I had hoped the “Creator’s update” addition of the new “Well show a reminder when we’re going to restart…” would give notice of a pending restart, allowing me to take care of it myself. NOT SO!! Left my computer unattended for about an hour and upon return realized windows update had restarted it. MADDENING!

Result: I realized I STILL need to leave my computer open to potential abuse by setting up FULL AUTOMATIC LOGINS AFTER A RESTART. (required to minimize any damage done due to interrupting irregularly scheduled tasks running 24/7).

Home version, settings: “local computer”, disabled Edge and web-based Cortana. Question: To enable this small “improvement” in update control which DID NOT WORK, does MS require me to undo all of my privacy settings?

Ciprian Adrian Rusen

Your privacy settings have nothing to do with your Windows Update settings. They are not connected.

Carolyn

Thanks for your response. I agree that privacy settings SHOULD have nothing to do with updates. My issue: 1: I receive NO WARNINGS/NOTICE of an impending update and 2: the “schedule a time” restart options is GREYED OUT. Thus I have no means to pick a time or day for a restart. Anyone know how to fix it?????

Aunnie

I have this problem. Under Restart > Schedule a Time, I can’t get the OFF tab to come on. I have clicked it, tried to slide it everything and I can’t get it to come on where I can schedule the time for updates. Any advice would be greatly appreciated!!

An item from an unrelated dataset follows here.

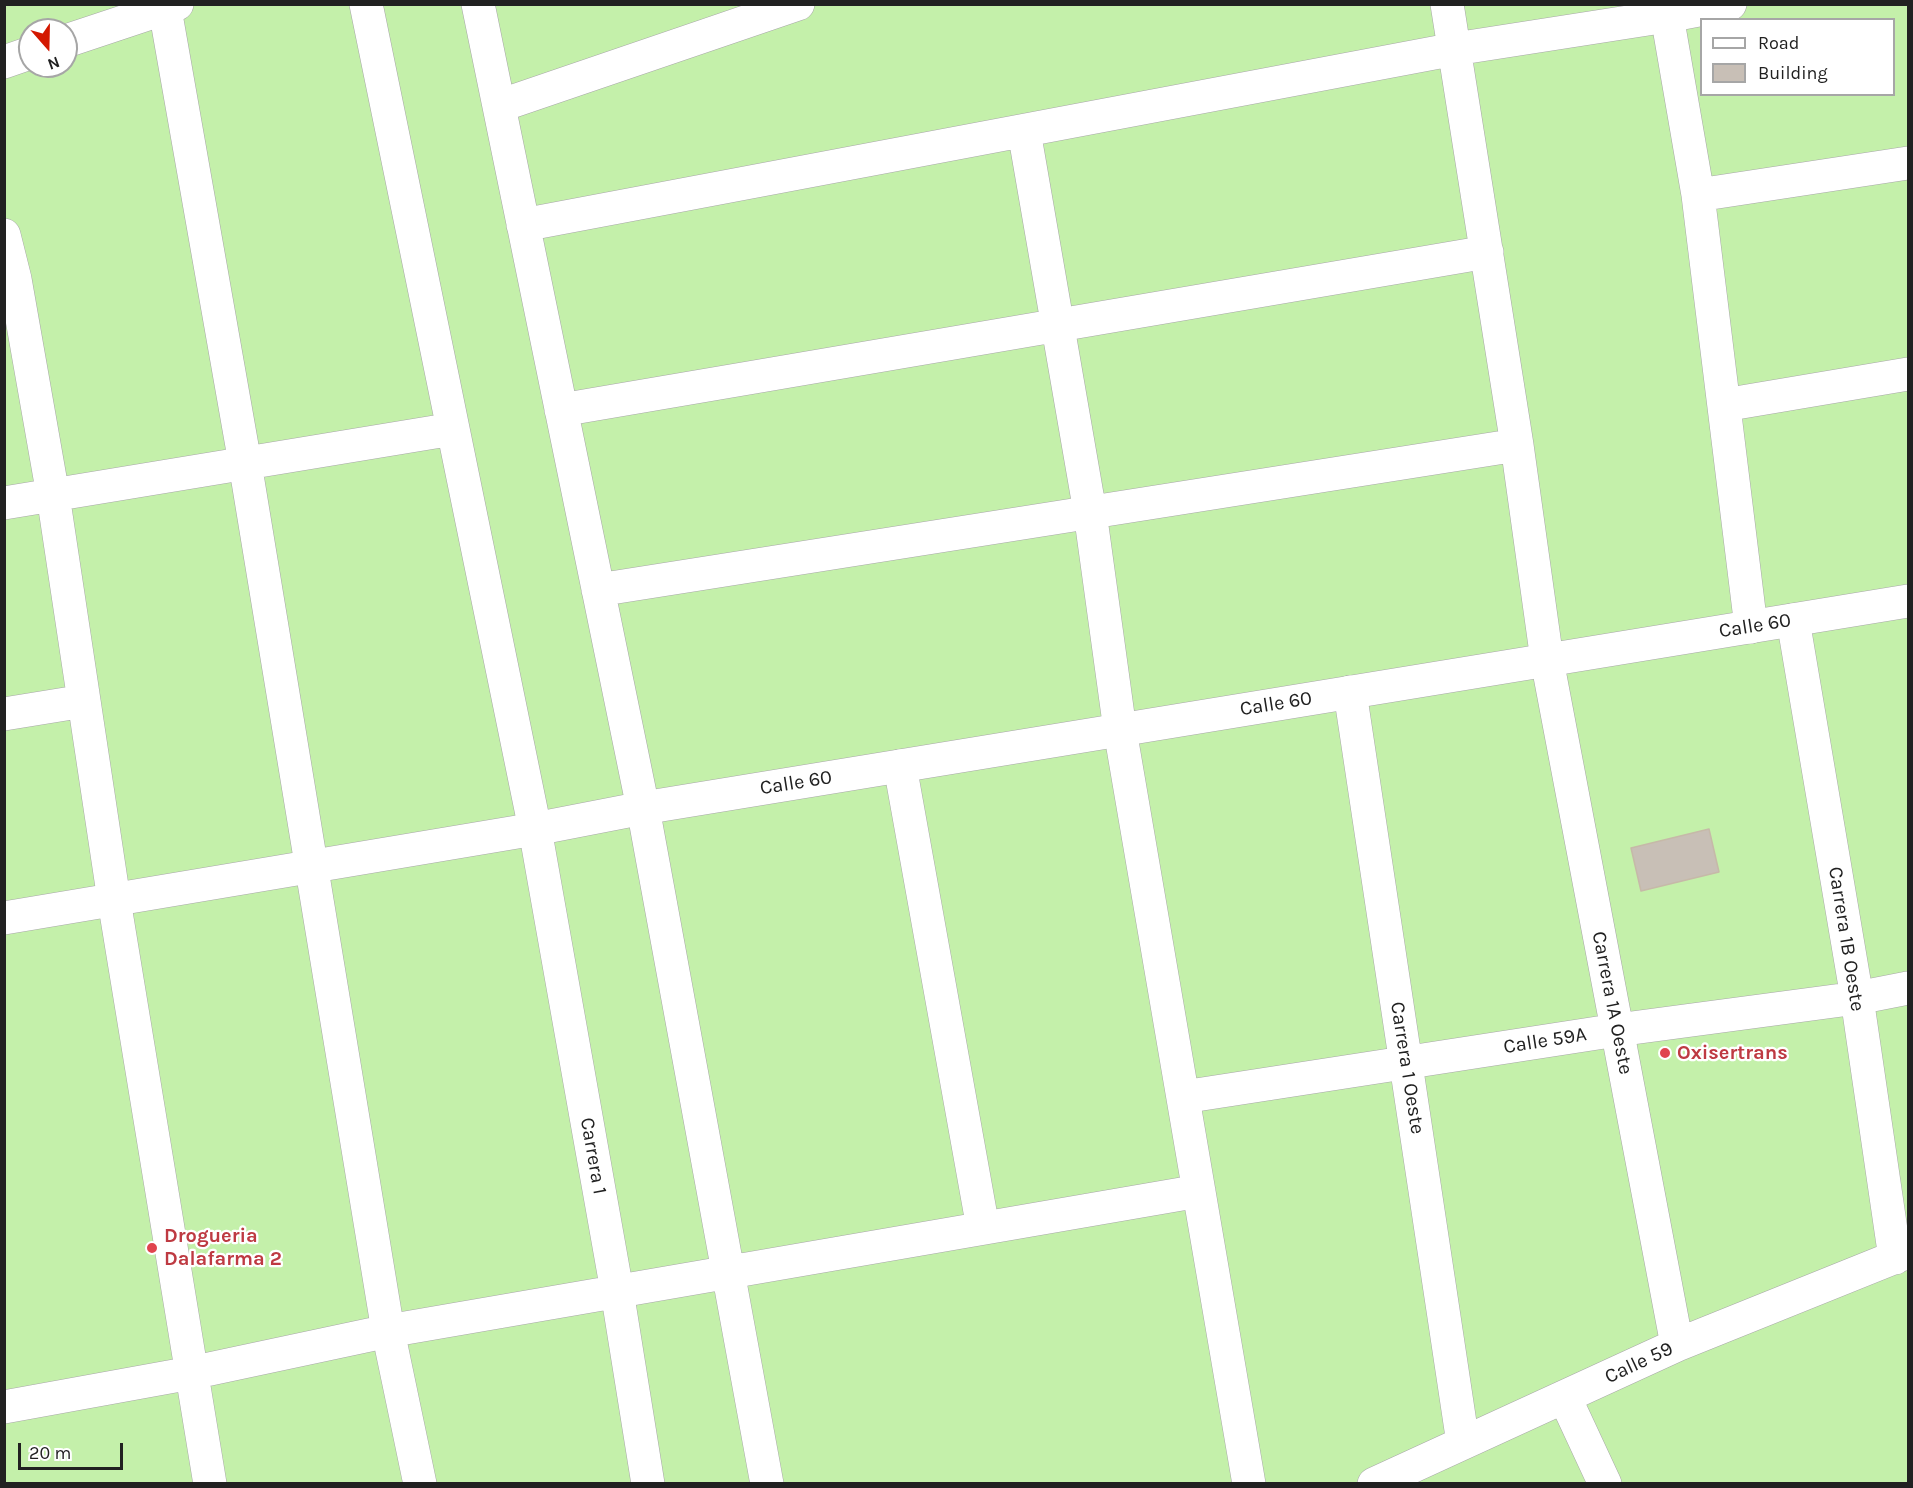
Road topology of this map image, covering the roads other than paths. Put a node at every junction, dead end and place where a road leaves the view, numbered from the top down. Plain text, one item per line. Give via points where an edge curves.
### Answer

I think I am having the same problem as the last person who posted about the “greyed out” area.

paula

the restart time and date that i set for the updates to finish doesn’t stay on. it keeps turning itself off. But it’s not grayed out. I have had that problem in the past. what can i do to make the time and date stay on, the ones i have selected. Windows 10 is garbage.

alex

It is bullshit. Microsoft disabled all this options on my computer.

Ciprian Adrian Rusen

Are you on a corporate network? Because if you are, then your company might have disabled this option, not Microsoft.

Renate

We need control over when updates get downloaded, not just when the system restarts. Sometimes the downloading causes system slowdowns.

Julie

YES!!! This is driving me batty.

Kay

I’d like to see what is being updated and have control over it. The fact that you can’t even view the updates is just really annoying.

Alison  Day

When an update is coming and I am shutting down my Surface, I get told not to turn it off. I dutifully leave it on. I am then intensely irritated the following morning when it still has to work on updates – frequently taking many minutes. Why cannot it complete installing the updates overnight when I have left the machine on?

Debbie

My solution to the immense irritation of downloads and updates not being able to be scheduled is to buy a MAC next go round. I now loathe MS products.

Michael Lindberg

This just .. does .. not .. work for me. My job randomly requires access to the computer at all hours. What I need is the ability to say, “restart my computer at 3:30am”. I can’t even give this application a window of 2 hours in the early am to do the restart. Not acceptable.

Sandra Khalife

Regardless of the active hours and scheduling of an update for the weekend my computer starts the update when I go to sign off. If I bypass this option and turn off laptop using power button the update starts when I turn it back on!!! Extremely annoying and frustrating.

Ray Henshaw

I do not want updates when I have to reboot it takes too long. DO NOT give me updates when I reboot

Ronnie

More flexibility is needed. We work 8am to 4pm, but we backup to a SLOW cloud Backup (slow DSL internet) at 2am to 4am). I don’t want updates screwing up my PC because it tries to update during my backup time, which could potentially happen. Please add multiple times to disable updates.

Daniel T.

I would like my updates to only occur on a specific day, like Friday after close of business. This used to be an option in previous versions of Windows.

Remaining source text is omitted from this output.